╔══
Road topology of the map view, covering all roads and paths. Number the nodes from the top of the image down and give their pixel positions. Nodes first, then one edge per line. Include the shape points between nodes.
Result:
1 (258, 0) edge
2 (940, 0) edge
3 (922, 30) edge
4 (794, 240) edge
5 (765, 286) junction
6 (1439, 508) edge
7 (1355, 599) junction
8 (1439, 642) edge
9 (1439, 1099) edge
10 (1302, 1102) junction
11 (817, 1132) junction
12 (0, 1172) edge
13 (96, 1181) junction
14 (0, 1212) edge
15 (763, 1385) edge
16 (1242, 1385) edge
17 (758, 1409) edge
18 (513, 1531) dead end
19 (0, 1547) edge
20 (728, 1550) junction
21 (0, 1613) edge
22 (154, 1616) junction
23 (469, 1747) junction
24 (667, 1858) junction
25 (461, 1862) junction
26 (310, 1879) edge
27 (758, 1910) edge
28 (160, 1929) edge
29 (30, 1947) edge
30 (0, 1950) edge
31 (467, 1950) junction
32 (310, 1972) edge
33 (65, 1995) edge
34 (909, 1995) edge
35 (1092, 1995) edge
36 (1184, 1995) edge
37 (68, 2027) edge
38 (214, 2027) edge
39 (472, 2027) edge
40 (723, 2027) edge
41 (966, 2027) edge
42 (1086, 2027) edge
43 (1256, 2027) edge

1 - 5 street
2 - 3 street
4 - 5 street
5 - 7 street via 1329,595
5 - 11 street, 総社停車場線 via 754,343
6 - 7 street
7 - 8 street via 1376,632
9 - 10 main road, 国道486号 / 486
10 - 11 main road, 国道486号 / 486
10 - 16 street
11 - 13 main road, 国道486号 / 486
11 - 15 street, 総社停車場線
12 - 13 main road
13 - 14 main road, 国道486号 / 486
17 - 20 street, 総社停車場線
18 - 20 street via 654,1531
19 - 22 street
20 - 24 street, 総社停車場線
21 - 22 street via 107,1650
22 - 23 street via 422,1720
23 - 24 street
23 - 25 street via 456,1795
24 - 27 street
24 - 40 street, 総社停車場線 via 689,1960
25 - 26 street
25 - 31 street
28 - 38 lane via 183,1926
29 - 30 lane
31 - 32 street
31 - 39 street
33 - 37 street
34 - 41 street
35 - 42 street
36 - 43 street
╚══
╔══
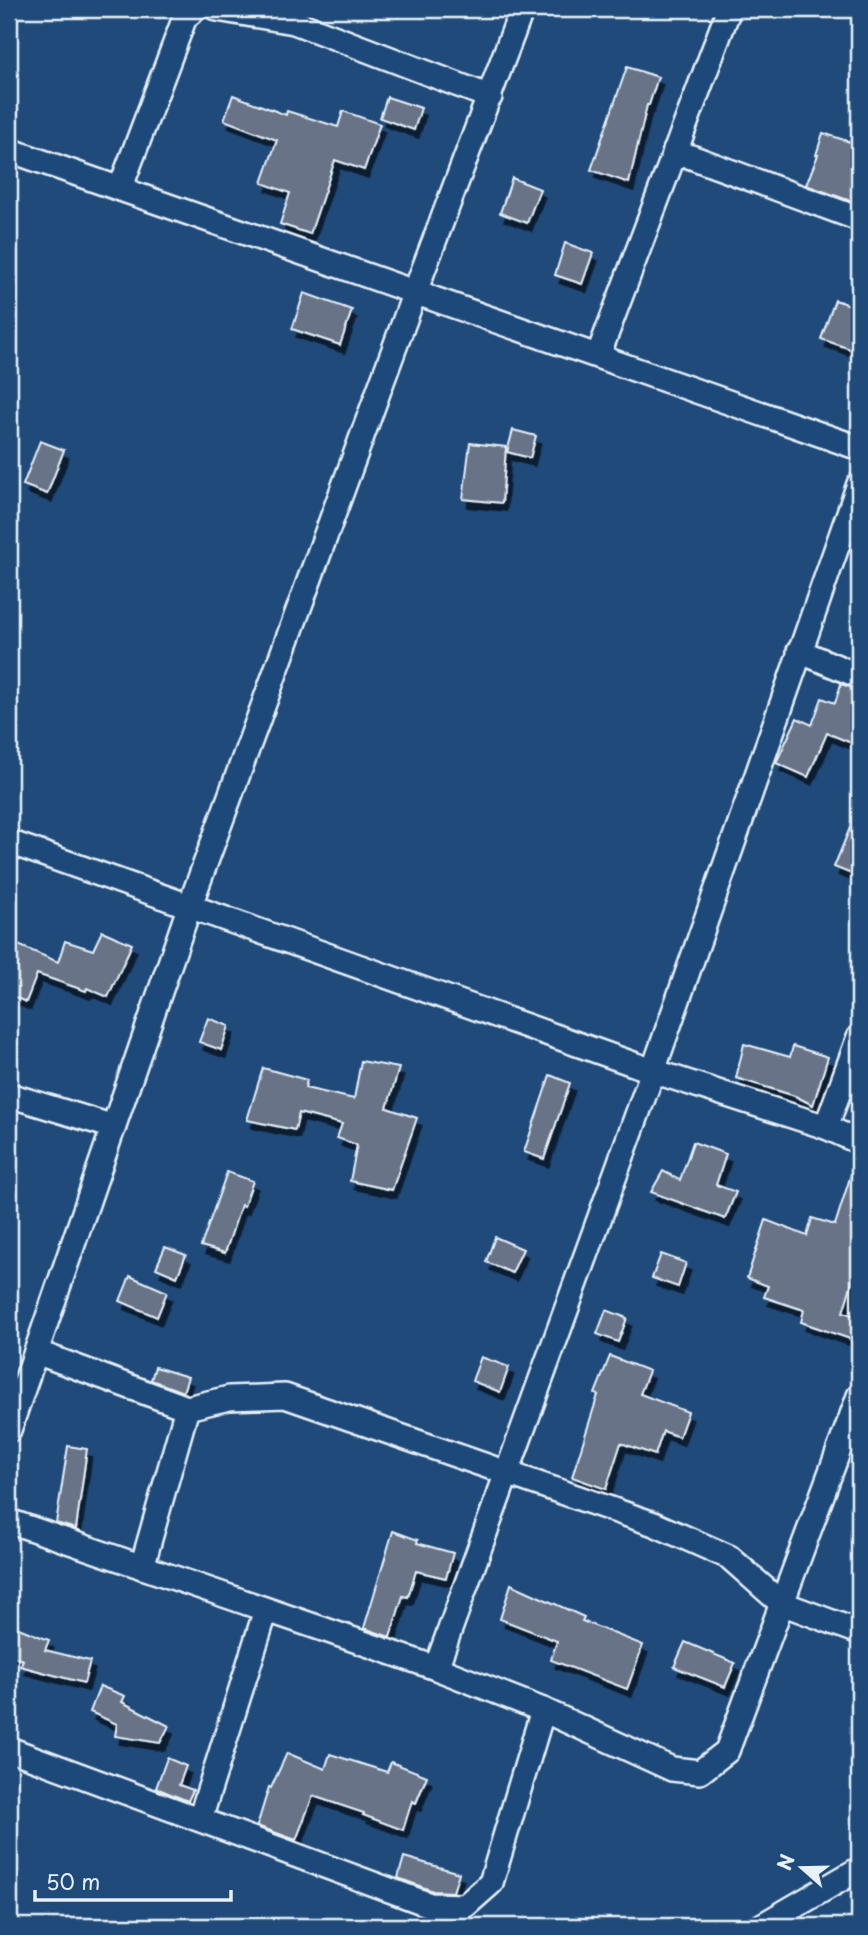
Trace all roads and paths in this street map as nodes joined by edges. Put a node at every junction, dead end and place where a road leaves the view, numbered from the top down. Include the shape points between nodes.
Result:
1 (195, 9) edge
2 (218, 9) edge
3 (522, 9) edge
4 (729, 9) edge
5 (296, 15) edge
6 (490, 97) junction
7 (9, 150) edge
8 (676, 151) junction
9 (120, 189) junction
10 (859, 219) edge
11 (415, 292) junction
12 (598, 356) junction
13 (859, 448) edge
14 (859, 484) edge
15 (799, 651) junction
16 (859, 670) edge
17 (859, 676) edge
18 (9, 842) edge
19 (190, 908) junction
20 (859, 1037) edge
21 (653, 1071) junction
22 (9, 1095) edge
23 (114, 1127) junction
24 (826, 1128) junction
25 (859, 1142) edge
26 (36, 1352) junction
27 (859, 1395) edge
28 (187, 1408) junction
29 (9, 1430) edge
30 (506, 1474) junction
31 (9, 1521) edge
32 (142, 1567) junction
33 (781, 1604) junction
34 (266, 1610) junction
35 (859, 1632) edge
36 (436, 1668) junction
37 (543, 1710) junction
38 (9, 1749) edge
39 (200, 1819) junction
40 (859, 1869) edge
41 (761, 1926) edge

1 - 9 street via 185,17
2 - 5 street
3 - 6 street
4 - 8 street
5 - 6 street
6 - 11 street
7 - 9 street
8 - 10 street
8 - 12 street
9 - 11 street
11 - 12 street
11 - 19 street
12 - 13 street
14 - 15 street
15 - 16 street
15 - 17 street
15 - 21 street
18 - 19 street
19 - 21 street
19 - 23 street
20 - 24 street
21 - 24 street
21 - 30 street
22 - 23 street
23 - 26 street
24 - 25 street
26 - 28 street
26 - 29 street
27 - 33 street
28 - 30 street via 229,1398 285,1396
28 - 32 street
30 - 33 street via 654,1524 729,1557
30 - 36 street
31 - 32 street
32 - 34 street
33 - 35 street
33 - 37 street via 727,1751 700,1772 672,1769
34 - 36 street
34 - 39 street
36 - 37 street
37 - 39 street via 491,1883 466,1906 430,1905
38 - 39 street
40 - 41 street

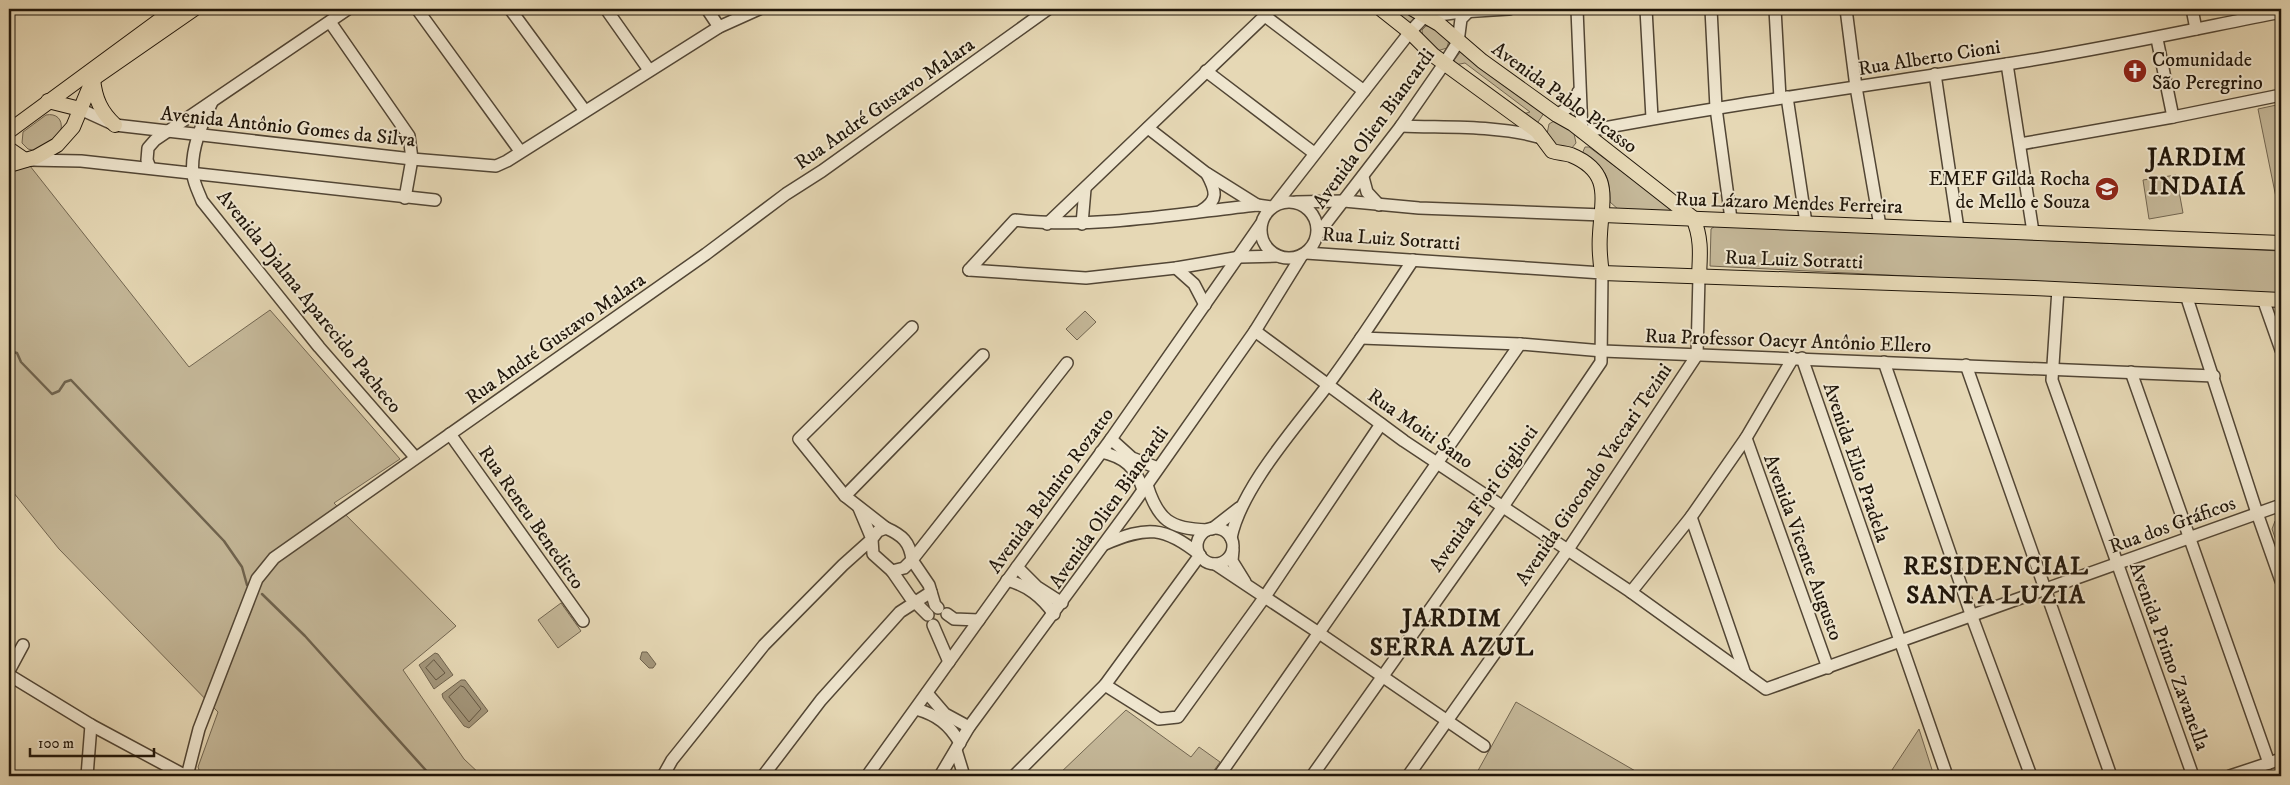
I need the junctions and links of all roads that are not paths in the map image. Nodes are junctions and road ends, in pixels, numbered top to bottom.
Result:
╚══
# About this task
Whenever a line of the records holds the string "from", pick it out and copy it.

# Solution
Road topology of the map view, covering all roads and paths. Number the nodes from the top of the image down and give their pixel positions. Nodes first, then one edge per line. Include the shape points between nodes.
Trace all roads and paths in this street map as nodes joined by edges. Put a node at every junction, dead end and place where a road leaves the view, numbered from the top down. Include the shape points between nodes.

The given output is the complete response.